Logistical and Budget Issues


  • How many people will be maintaining the forest garden? Who? How much time per week on a consistent basis per person? How much time per week during “rush” work periods, such as planting and harvesting?

    • Maintenance, guidance, and creation of the forest garden will be done by workers in the worker’s cooperative and by volunteers.

    • Numbers of total workers may range from 1-6 people.

    • Each person puts a total of 30-35 hours a week into the forest garden.

    • Each person puts a total of 40-50 hours a week into the forest garden during “rush” work periods of planting and harvesting.

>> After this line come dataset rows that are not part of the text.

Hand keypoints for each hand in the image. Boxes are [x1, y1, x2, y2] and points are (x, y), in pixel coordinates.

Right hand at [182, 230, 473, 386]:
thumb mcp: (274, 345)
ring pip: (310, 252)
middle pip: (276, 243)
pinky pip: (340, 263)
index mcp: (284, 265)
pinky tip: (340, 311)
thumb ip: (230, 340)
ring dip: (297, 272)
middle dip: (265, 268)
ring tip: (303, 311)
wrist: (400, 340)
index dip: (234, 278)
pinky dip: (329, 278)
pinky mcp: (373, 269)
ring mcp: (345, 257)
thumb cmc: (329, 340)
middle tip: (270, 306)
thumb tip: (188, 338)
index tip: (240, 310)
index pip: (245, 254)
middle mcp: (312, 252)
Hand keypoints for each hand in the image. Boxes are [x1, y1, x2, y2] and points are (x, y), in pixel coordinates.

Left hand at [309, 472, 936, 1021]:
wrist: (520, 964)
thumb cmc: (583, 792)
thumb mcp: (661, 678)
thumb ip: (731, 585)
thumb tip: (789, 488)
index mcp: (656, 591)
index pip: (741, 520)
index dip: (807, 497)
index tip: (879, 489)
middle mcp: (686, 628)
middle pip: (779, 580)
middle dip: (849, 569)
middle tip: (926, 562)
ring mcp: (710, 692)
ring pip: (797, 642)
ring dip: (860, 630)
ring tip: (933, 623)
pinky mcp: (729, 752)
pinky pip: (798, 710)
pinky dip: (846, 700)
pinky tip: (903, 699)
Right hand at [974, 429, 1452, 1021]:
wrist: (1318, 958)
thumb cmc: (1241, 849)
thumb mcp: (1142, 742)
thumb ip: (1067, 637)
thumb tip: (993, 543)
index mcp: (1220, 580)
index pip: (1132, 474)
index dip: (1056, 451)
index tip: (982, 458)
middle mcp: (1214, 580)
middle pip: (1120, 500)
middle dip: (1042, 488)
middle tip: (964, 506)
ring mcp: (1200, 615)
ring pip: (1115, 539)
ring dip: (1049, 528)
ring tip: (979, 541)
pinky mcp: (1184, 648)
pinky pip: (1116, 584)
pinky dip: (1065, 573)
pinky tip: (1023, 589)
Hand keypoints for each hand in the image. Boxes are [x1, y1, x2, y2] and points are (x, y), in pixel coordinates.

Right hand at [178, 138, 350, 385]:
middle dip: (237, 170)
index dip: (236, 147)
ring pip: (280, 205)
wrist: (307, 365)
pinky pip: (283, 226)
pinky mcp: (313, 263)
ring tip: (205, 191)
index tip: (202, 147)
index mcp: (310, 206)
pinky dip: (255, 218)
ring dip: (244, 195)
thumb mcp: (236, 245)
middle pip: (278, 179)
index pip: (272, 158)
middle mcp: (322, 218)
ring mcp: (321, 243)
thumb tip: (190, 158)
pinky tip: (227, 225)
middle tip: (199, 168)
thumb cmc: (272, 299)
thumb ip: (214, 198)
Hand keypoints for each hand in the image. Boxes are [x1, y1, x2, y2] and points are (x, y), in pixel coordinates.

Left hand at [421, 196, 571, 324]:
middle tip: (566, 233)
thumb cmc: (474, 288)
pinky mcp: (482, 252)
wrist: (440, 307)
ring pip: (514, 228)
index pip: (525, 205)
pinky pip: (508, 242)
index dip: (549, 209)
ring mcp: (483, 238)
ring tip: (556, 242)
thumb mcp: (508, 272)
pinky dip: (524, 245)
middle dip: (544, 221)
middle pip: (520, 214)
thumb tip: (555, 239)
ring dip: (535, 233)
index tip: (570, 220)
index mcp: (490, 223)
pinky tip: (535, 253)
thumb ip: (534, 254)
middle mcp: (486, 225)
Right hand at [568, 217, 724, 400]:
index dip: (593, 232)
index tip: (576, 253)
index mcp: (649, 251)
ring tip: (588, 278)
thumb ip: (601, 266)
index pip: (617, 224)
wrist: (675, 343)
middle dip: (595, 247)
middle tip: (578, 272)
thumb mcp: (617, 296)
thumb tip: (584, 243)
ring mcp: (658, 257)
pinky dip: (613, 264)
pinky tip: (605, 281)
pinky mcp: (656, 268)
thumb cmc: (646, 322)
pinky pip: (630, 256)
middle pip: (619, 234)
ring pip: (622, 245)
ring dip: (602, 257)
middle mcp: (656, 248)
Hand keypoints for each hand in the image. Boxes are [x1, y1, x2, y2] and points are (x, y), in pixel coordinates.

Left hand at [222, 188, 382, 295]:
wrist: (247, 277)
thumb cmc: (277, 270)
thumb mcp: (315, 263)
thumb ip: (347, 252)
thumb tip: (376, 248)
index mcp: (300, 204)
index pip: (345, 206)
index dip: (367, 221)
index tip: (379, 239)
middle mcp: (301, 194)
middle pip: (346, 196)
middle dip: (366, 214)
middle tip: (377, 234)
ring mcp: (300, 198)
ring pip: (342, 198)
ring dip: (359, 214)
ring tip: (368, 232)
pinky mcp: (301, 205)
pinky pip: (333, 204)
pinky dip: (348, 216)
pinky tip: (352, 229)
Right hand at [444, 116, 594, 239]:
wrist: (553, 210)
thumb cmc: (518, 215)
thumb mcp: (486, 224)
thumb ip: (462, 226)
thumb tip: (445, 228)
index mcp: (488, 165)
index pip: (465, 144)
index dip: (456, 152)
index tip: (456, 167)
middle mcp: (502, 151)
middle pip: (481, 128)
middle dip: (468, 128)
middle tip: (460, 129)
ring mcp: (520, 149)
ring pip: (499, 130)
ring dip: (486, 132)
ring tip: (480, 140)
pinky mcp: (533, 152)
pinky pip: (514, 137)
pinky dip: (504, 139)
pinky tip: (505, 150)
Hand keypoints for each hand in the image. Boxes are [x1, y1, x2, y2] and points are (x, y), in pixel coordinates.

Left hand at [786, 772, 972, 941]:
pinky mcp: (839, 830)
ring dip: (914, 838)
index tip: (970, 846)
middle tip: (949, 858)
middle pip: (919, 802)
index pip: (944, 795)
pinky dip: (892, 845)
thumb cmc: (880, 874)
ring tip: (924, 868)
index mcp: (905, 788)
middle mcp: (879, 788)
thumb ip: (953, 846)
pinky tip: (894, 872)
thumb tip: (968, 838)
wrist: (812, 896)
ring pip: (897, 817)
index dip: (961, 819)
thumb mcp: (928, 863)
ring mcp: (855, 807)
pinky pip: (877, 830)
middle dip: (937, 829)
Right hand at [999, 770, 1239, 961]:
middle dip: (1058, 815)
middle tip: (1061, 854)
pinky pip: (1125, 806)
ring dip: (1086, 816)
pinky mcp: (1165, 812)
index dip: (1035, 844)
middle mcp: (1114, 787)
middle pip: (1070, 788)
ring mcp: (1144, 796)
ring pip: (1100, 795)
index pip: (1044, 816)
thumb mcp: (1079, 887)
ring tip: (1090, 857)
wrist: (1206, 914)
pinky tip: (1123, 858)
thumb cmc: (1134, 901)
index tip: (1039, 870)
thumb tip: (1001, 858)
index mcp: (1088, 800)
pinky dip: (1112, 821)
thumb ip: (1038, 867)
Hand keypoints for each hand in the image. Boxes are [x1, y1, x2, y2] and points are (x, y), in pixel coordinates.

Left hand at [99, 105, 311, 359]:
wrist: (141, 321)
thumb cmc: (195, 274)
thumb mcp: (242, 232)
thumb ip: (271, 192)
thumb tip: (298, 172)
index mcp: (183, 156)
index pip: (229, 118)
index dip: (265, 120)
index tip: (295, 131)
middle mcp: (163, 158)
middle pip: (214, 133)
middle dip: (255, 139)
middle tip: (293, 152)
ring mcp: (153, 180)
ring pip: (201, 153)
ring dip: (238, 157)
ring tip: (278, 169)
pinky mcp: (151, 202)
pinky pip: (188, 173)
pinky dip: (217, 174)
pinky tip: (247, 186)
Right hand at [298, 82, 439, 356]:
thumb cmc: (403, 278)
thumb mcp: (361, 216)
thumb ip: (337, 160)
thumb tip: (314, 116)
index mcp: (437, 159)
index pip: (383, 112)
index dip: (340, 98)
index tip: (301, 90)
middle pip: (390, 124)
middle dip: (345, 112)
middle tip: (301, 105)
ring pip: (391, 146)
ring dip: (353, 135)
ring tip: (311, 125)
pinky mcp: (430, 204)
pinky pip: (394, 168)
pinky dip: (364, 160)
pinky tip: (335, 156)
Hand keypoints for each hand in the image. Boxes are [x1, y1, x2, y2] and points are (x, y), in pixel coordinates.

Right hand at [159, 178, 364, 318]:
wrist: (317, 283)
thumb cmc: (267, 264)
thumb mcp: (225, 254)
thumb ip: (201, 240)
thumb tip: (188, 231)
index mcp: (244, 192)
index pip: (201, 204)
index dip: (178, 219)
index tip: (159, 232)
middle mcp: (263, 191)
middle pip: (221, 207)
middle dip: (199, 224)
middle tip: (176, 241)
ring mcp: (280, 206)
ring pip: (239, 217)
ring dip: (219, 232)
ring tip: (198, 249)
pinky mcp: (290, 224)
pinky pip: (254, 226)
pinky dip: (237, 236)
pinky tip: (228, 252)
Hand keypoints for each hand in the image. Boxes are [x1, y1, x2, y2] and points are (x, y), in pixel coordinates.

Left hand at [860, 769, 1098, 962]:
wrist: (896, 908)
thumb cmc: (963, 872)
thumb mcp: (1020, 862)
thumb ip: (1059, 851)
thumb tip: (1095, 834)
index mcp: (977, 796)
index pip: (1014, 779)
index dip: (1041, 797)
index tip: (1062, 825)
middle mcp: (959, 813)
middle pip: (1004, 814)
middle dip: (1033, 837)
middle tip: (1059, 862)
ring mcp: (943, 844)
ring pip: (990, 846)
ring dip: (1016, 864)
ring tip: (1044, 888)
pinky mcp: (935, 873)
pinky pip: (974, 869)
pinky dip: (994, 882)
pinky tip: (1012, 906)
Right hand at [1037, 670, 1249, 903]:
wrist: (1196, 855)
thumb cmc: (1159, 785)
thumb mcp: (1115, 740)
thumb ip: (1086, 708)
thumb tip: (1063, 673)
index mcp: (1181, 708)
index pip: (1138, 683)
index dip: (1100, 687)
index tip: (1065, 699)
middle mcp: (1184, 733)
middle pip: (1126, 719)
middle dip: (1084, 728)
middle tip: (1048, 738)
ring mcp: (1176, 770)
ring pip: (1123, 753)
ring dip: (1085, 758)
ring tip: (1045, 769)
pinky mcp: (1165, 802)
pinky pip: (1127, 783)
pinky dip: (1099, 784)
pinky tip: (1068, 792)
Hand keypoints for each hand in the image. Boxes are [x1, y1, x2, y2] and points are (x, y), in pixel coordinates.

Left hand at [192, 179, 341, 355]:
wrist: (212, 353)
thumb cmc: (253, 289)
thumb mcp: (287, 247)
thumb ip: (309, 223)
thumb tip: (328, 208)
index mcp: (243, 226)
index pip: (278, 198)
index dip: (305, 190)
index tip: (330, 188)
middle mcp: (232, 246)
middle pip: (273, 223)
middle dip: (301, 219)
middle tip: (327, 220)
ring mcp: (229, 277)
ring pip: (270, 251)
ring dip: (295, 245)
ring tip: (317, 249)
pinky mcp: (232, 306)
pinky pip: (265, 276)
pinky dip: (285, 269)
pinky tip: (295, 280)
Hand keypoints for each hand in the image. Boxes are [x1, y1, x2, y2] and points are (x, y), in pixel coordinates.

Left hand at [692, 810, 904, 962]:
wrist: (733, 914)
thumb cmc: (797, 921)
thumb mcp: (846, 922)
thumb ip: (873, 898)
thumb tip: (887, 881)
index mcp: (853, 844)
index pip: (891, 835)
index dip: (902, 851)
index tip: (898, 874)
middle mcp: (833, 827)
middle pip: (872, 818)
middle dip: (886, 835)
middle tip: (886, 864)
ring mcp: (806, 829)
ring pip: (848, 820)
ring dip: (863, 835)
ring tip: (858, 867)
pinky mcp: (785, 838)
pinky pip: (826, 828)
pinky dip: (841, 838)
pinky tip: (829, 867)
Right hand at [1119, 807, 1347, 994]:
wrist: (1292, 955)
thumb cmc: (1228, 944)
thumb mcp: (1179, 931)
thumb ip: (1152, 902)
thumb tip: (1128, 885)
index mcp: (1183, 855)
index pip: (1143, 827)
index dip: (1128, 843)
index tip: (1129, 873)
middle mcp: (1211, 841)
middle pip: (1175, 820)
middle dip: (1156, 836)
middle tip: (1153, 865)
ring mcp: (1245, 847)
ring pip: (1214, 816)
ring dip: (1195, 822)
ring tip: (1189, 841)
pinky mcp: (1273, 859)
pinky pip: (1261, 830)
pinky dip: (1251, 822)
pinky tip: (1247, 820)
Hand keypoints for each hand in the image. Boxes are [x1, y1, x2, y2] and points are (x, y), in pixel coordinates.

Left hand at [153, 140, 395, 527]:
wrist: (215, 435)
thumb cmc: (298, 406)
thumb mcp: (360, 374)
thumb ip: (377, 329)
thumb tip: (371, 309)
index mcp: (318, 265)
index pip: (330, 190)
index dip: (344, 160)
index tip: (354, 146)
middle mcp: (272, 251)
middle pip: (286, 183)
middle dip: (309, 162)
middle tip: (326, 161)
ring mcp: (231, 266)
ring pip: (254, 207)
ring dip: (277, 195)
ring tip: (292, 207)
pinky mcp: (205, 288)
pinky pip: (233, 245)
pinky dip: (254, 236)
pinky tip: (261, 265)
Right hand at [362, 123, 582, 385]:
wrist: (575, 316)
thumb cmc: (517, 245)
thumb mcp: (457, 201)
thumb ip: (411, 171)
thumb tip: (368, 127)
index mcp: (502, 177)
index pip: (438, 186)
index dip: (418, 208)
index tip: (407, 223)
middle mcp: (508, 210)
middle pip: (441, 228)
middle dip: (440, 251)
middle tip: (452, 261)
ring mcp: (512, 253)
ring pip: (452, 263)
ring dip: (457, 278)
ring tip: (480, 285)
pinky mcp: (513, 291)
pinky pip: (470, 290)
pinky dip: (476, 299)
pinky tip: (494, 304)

  • What kind of budget do you have for system establishment (time and money)? Do you intend all-at-once or piecemeal establishment (See pattern #s 30 through 34)?

    • Our primary succession stages call us to relay-plant biomass producing plants, dynamic accumulators, and nitrogen fixers until the soil is healthy enough to support more useful and desirable plants.

    • The windbreaks and zone 1 forest garden are planted as instant successions.

    • The zones 2, 3 and 4 forest garden is planted as nuclei that merge in order to save money on plant expenditure and to observe the polyculture’s combination interactions.

    • Money for the development of the forest garden comes from market garden, CSA, nursery and other farm product sales revenue and from gifts and grants, including the government’s Conservation Reserve Program.

    • Labor time comes from members of the worker’s cooperative.

    • Early stage forest garden financing comes out of pocket, from gifts, and from whatever money the living cooperative consensuses to provide.